Age-associated changes in AmBRP and Synapsin levels in the central brain of Apis mellifera.
a Representative Western blot of central brains from 1-, 8-, 15-, 29- and 43-day-old bees. Shown are AmBRP proteins migrating around 220 kDa, Synapsin proteins around 70 kDa and the α-Tubulin band around 60 kDa. b-c Results from the quantitative Western blot analysis using central brain homogenate from 1-, 8-, 15-, 29- and 43-day-old bees. b The level of AmBRP in the central brain is increased in the group of 15-day-old worker bees compared with 1-day-old bees. c The level of Synapsin is increased in the group of 15-, 29- and 43-day-old worker bees compared with 1-day-old bees. Box blots show median, 25% and 75% quartiles and value range (min-max). (*) Significant differences (p < 0.05) detected with Mann-Whitney U test after Kruskal Wallis ANOVA.
Fig 5.
Schematic of the pixel counting method.
Schema presenting the method of counting pixels with an antibody signal in regions of interest (ROIs) located in the medial calyces of the honeybee brain. Black squares in the medial calyx (F-actin labeled, scale bar is 20 μm) show the approximately location of these ROIs. Two ROIs were placed in the lip (LI) and two in the dense collar (dCO). One ROI covers an area of 400 μm2 (86 x 86 pixels). The number of pixels that were positive for a specific antibody (i.e. that had an intensity value over a certain threshold, for details see material and methods) were counted.
Fig 6.
The median number of anti-BRPlast200- and anti-SYNORF1-positive pixels per ROI varies with age in lip and collar.

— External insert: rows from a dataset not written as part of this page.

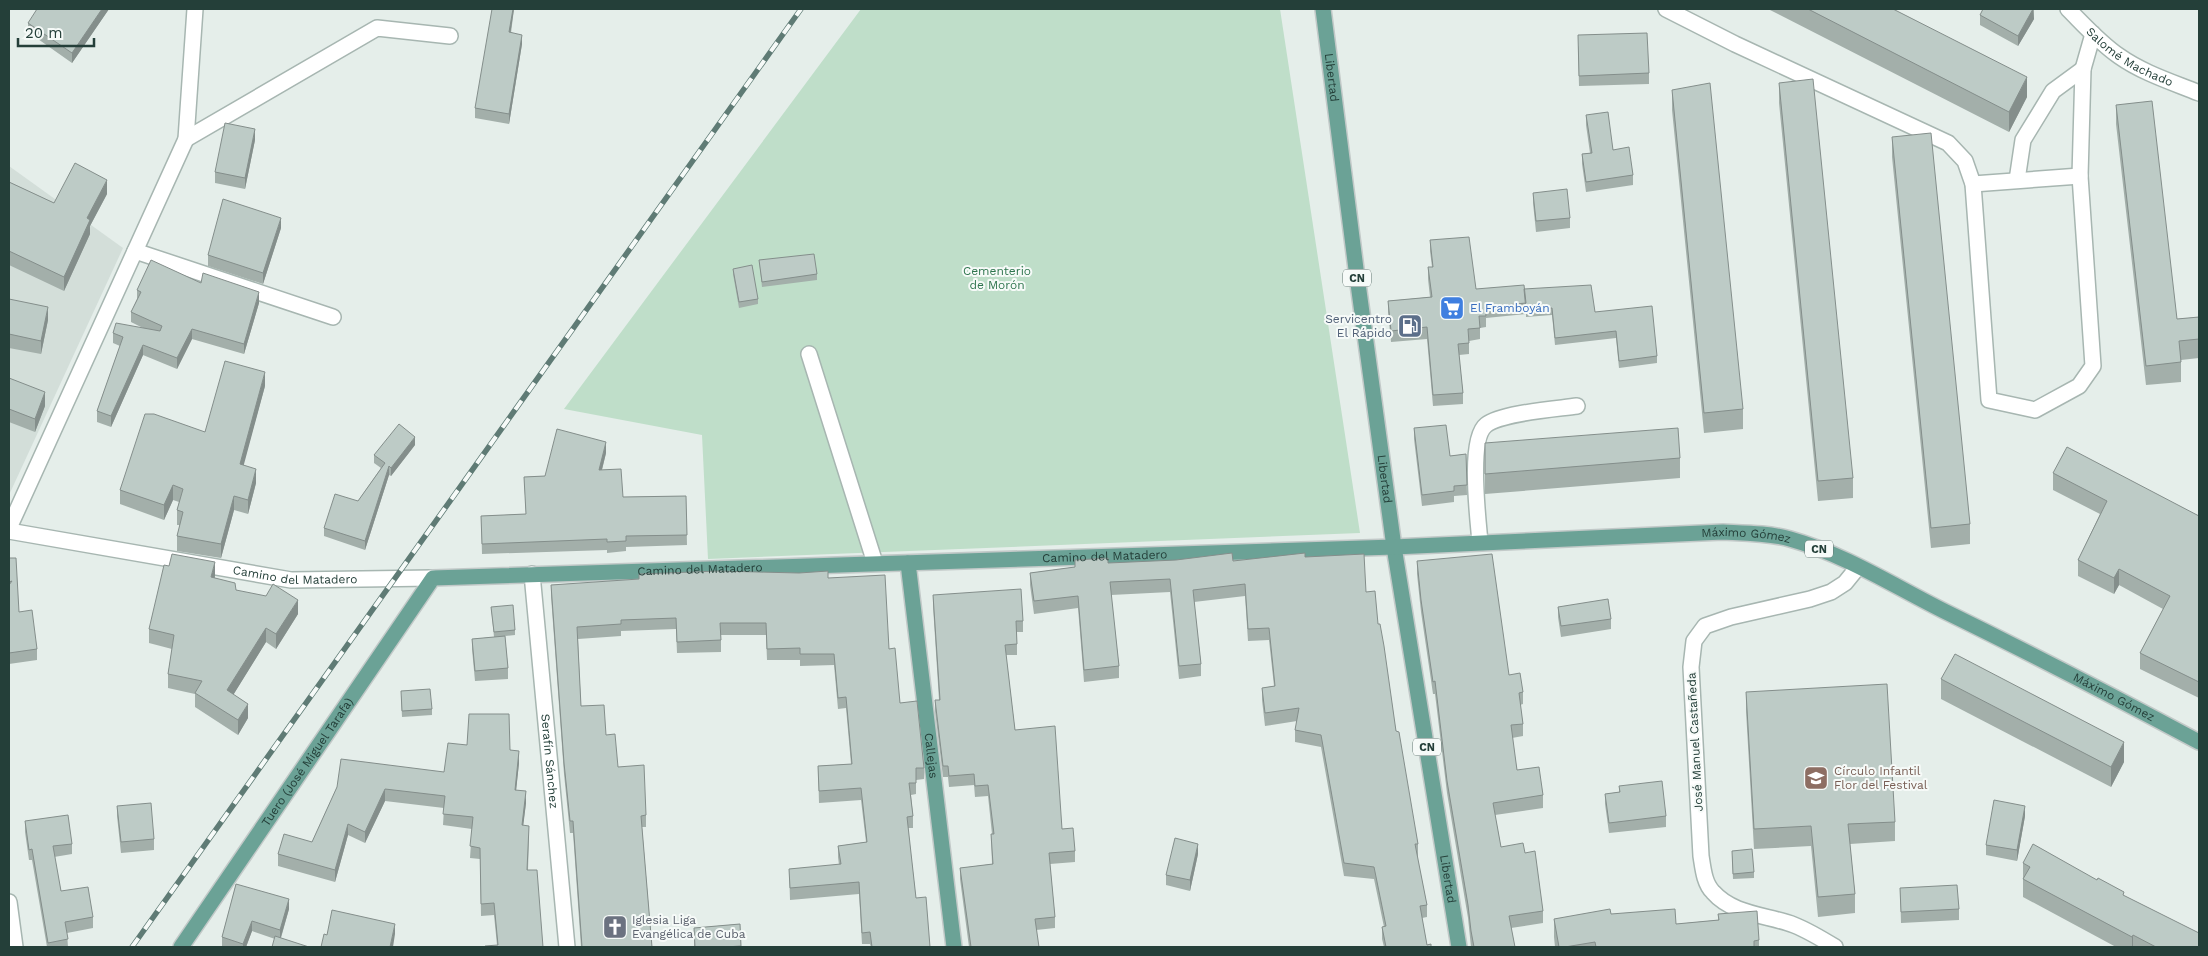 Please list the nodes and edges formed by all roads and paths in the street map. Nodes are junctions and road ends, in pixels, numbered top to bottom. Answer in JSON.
{"nodes":[{"id":1,"x":196,"y":9,"type":"edge"},
{"id":2,"x":1323,"y":9,"type":"edge"},
{"id":3,"x":1666,"y":9,"type":"edge"},
{"id":4,"x":2068,"y":9,"type":"edge"},
{"id":5,"x":2093,"y":34,"type":"junction"},
{"id":6,"x":450,"y":36,"type":"dead end"},
{"id":7,"x":2083,"y":69,"type":"junction"},
{"id":8,"x":2199,"y":94,"type":"edge"},
{"id":9,"x":186,"y":139,"type":"junction"},
{"id":10,"x":2080,"y":176,"type":"junction"},
{"id":11,"x":2017,"y":180,"type":"junction"},
{"id":12,"x":1973,"y":184,"type":"junction"},
{"id":13,"x":135,"y":251,"type":"junction"},
{"id":14,"x":333,"y":317,"type":"dead end"},
{"id":15,"x":810,"y":354,"type":"dead end"},
{"id":16,"x":1577,"y":406,"type":"dead end"},
{"id":17,"x":9,"y":530,"type":"edge"},
{"id":18,"x":1480,"y":542,"type":"junction"},
{"id":19,"x":1394,"y":547,"type":"junction"},
{"id":20,"x":875,"y":563,"type":"junction"},
{"id":21,"x":908,"y":563,"type":"junction"},
{"id":22,"x":1858,"y":568,"type":"junction"},
{"id":23,"x":532,"y":574,"type":"junction"},
{"id":24,"x":433,"y":578,"type":"junction"},
{"id":25,"x":2199,"y":742,"type":"edge"},
{"id":26,"x":9,"y":902,"type":"edge"},
{"id":27,"x":15,"y":947,"type":"edge"},
{"id":28,"x":181,"y":947,"type":"edge"},
{"id":29,"x":567,"y":947,"type":"edge"},
{"id":30,"x":954,"y":947,"type":"edge"},
{"id":31,"x":1459,"y":947,"type":"edge"},
{"id":32,"x":1835,"y":947,"type":"edge"}],
"edges":[{"from":1,"to":9,"type":"street"},
{"from":2,"to":19,"type":"main road","name":"Libertad","number":"CN"},
{"from":3,"to":12,"type":"street"},
{"from":4,"to":5,"type":"street","name":"Salomé Machado"},
{"from":5,"to":7,"type":"street"},
{"from":5,"to":8,"type":"street","name":"Salomé Machado"},
{"from":6,"to":9,"type":"street"},
{"from":7,"to":10,"type":"street"},
{"from":7,"to":11,"type":"street"},
{"from":9,"to":13,"type":"street"},
{"from":10,"to":11,"type":"street"},
{"from":10,"to":12,"type":"street"},
{"from":11,"to":12,"type":"street"},
{"from":13,"to":14,"type":"street"},
{"from":13,"to":17,"type":"street"},
{"from":15,"to":20,"type":"street"},
{"from":16,"to":18,"type":"street"},
{"from":17,"to":24,"type":"street","name":"Camino del Matadero"},
{"from":18,"to":19,"type":"main road","name":"Máximo Gómez","number":"CN"},
{"from":18,"to":22,"type":"main road","name":"Máximo Gómez","number":"CN"},
{"from":19,"to":21,"type":"main road","name":"Camino del Matadero"},
{"from":19,"to":31,"type":"main road","name":"Libertad","number":"CN"},
{"from":20,"to":21,"type":"main road","name":"Camino del Matadero"},
{"from":20,"to":23,"type":"main road","name":"Camino del Matadero"},
{"from":21,"to":30,"type":"main road","name":"Callejas"},
{"from":22,"to":25,"type":"main road","name":"Máximo Gómez","number":"CN"},
{"from":22,"to":32,"type":"street","name":"José Manuel Castañeda"},
{"from":23,"to":24,"type":"main road","name":"Camino del Matadero"},
{"from":23,"to":29,"type":"street","name":"Serafín Sánchez"},
{"from":24,"to":28,"type":"main road","name":"Tuero (José Miguel Tarafa)"},
{"from":26,"to":27,"type":"street"}]}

a The median number of anti-BRPlast200-positive (anti-BRP) pixels per ROI in the collar is higher in 43-day-old bees compared with 1-, 8- and 15-day-old bees. b The median number of anti-SYNORF1-positive (anti-SYNORF1) pixels per ROI in the collar is lower in 43-day-old bees compared with 1- and 15-day-old bees. c The ratio of anti-BRPlast200-positive pixels to anti-SYNORF1-positive pixels per ROI in the collar is higher in 43-day-old bees compared with 1-, 8- and 15-day-old bees. d. 1-day- and 43-day-old bees differ in their median number of anti-BRPlast200-positive pixels per ROI in the collar. e The median number of anti-SYNORF1-positive pixels did not change with age in the lip. f The ratio of anti-BRPlast200-positive pixels to anti-SYNORF1-positive pixels per ROI in the lip is higher in 8-day-old bees compared with 1-day-old bees and in 43-day old bees compared with 15- and 29-day-old bees. Box blots show median, 25% and 75% quartiles and value range (min-max). (*) Significant differences (p < 0.05) detected with Mann-Whitney U test after Kruskal Wallis ANOVA.